June 18, 1992|KITTY MORSE | Kitty Morse is a writer and cookbook author living in Vista.

If berries are your cup of tea, then it's time for you to take advantage of this year's bountiful harvest of raspberries, strawberries, blackberries, olallieberries and boysenberries.

Muriel Jackson of Vista can hardly keep up with the abundant pickings from the blackberry vines in her sprawling back yard. The berries are so plentiful this year that Jackson spends a good portion of the day preceding the Vista Farmer's Market atop a ladder or under an arbor of brambly bushes of olallieberries, which are a cross between a Youngberry and a Loganberry developed in Oregon.

Jackson's berries thrive in the reflected heat of an oversized boulder, which serves as their support. All around long, spiny branches laden with fruit cling to the rock like leafy tentacles. The judicious location, along with drip irrigation, is yielding a bumper crop, according to Jackson.

"You can judge by the texture whether they're ripe. You can also judge ripe berries by their color. When they're really pretty, you know they're not quite ripe," she said, singling out a berry as black as coal, lacking in sheen.

To avoid unwelcome scratches, she slides her hand carefully among the branches, cutting off each berry with a pair of scissors. She also prunes back every limb that has yielded its supply of fruit. In no time, the coffee can she is holding is filled with berries oozing with juice.

Doug Wellburn of Wellburn Organic Farm in De Luz Canyon wanted to try something different to complement the exotic melons he usually plants. This year, he is picking berries by the bushel from his first planting.

Wellburn has enough to supply two local farmer's markets as well as send a good amount to Santa Monica.

Both Jackson and Wellburn will consider you-pick customers by appointment.

An abundance of boysenberries is again expected by Laney Villalobos, owner of the Big Orange fruit stand in Pauma Valley. Her boysenberry sundaes have become a fixture at various festivals in the area.

"We're expecting a bumper crop this year," said Laney, who expects the season to last until July 4th. During that time, the Villaloboses and a crew of helpers pick the ogranically-grown boysenberries daily, and will also supply large quantities upon request.

Vista residents driving by Damacio Gurrola's hillside berry plantings look forward each spring to being able to purchase the berries right from the source, or from the busy Gurrola Produce Stand just off busy Buena Creek Road in Vista. At the stand, the fat, juicy berries are available by the basket or by the flat.

Robert Torres' raspberries attract customers to his Chestnut Produce Stand in Carlsbad like bees to honey.
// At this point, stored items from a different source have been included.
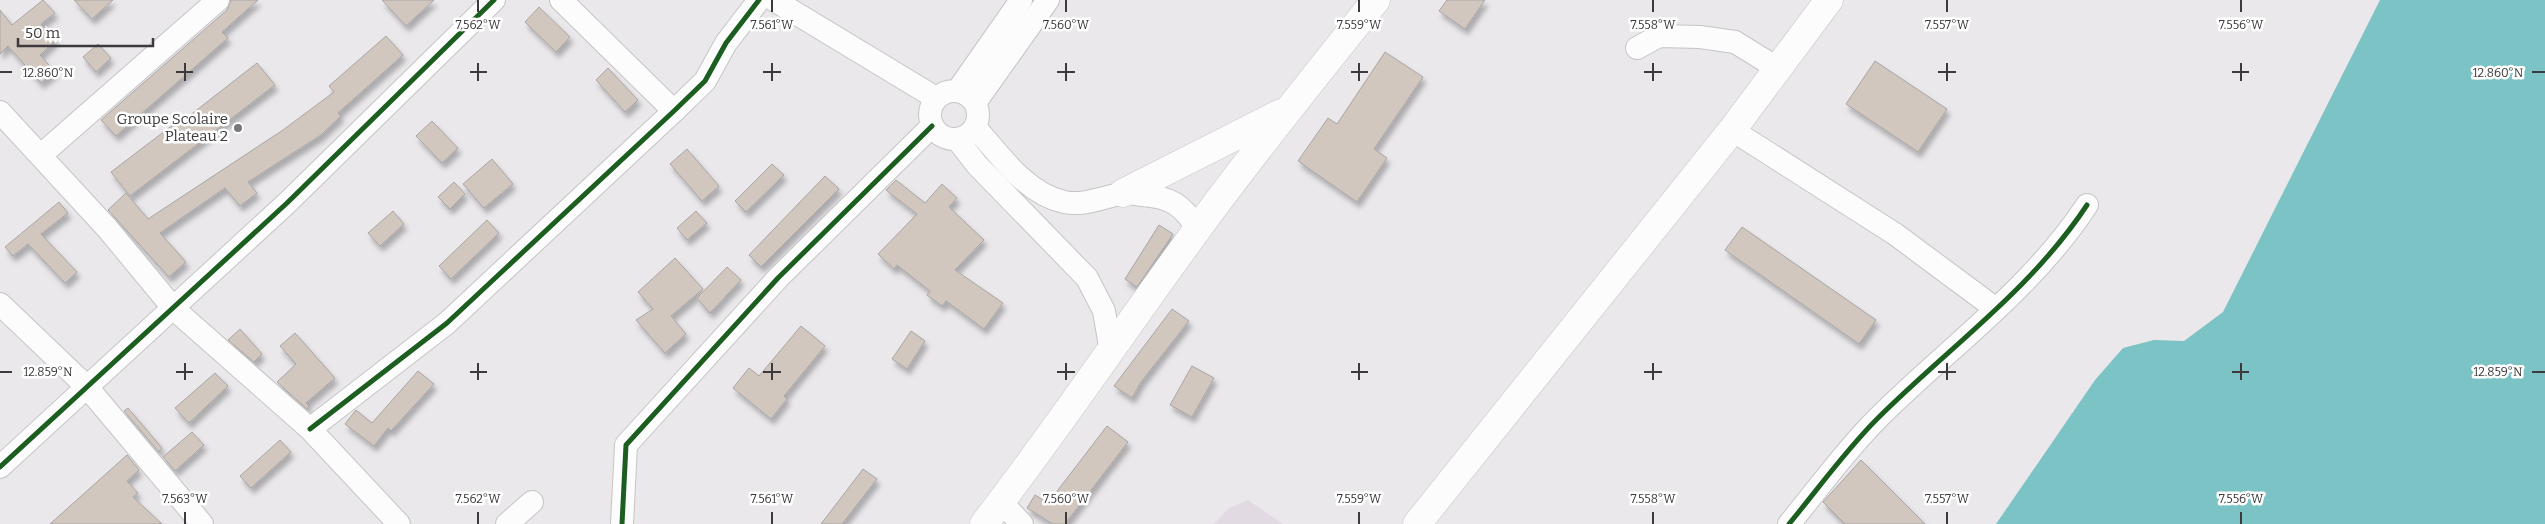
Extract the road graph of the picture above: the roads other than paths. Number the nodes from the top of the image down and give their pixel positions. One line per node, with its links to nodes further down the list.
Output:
1 (218, 0): 21 (street)
2 (494, 0): 26 (street)
3 (561, 0): 15 (street)
4 (759, 0): 15 (street)
5 (774, 0): 13 (street)
6 (1021, 0): 12 (street)
7 (1048, 0): 12 (street)
8 (1376, 0): 14 (main road)
9 (1829, 0): 11 (main road)
10 (1637, 48): 11 (street)
11 (1778, 68): 19 (main road)
12 (967, 97): 13 (street); 18 (street)
13 (936, 98): 17 (street)
14 (1287, 110): 22 (main road); 24 (main road)
15 (674, 111): 30 (street)
16 (0, 112): 21 (street)
17 (932, 126): 20 (street); 37 (street)
18 (975, 127): 20 (street); 22 (street)
19 (1732, 130): 27 (street); 40 (main road)
20 (956, 139): 28 (street)
21 (41, 155): 26 (street)
22 (1123, 193): 24 (street)
23 (2087, 206): 27 (street)
24 (1198, 228): 28 (main road)
25 (0, 304): 29 (street)
26 (174, 309): 29 (street); 30 (street)
27 (1996, 309): 41 (street)
28 (1111, 352): 33 (main road)
29 (86, 388): 31 (street); 34 (street)
30 (310, 429): 35 (street)
31 (0, 467)
32 (532, 502): 36 (street)
33 (1001, 502): 38 (main road); 39 (street)
34 (202, 524)
35 (399, 524)
36 (507, 524)
37 (622, 524)
38 (984, 524)
39 (1022, 524)
40 (1417, 524)
41 (1789, 524)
He and his family grow rows of the Oregon Sweet raspberries in neat rows behind the stand. Sometimes, Torres' parents, who work at the stand daily, allow regular customers to pick their own berries off the vines.

"Some customers really like walking in the garden, getting right into the dirt," said Torres, "but that's quite time-consuming."
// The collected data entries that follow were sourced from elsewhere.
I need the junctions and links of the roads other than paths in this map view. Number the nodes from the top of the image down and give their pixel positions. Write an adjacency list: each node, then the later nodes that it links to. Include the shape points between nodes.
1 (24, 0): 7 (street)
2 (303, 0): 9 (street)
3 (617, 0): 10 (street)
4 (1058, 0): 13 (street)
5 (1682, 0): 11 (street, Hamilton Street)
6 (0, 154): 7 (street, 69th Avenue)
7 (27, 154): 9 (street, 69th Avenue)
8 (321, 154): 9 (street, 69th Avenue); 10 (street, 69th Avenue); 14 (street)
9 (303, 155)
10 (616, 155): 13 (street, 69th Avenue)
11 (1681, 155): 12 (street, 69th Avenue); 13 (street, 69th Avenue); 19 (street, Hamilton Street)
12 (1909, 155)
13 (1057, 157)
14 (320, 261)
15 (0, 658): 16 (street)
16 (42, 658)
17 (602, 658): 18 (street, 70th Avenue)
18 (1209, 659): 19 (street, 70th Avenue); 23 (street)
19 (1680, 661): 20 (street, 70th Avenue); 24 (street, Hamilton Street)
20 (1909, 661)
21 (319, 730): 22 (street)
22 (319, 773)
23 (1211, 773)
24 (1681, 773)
Since his crop this year comes from new raspberry plants, the harvest isn't as large as in previous years. Torres expects the yield to increase in coming weeks.

Along with a new crop of raspberries, look for the last of the freshly-picked local strawberries at the Chestnut stand.

Muriel Jackson, blackberries and boysenberries. U-pick customers can contact her at the Saturday morning Vista Farmer. $1 to $1.25 a pint basket.

The Big Orange Fruitstand, 17166 Highway 76, Pauma Valley, CA 92061. 742-1471. About $1.50 for an 8-ounce basket.

Gurrola's Produce Stand, corner of Monte Vista and Buena Creek Road, Vista. 727-8841. Stand open daily 9:30 to 6 p.m; Sunday 9:30 a.m. to 4 p.m. Blackberries, $10 a flat, or $1 a basket.

Wellburn Organic Farm, Route 6, Box 77, Fallbrook, 728-0269. Blackberries and boysenberries, $1.75 a basket, or 2 baskets for $3 at Saturday morning Vista Market, and newly opened Oceanside Market, Thursdays, 9:30 a.m. to 12:30 p.m.

Robert Torres, Chestnut Produce Stand, on Chestnut Street, half block west of Highland Avenue, Carlsbad. 729-2361. Raspberries picked daily; $2 a half pint. Strawberries, $3.50 a 3-pack through June.

Valley Heights Ranch, Ltd. 757-5914. Stand situated just east of entrance to Oceanside drive-in theatre, and west of Fireside Street. Open daily 9:30 a.m. to 4:30 p.m. Strawberries, 3 baskets for $4.50.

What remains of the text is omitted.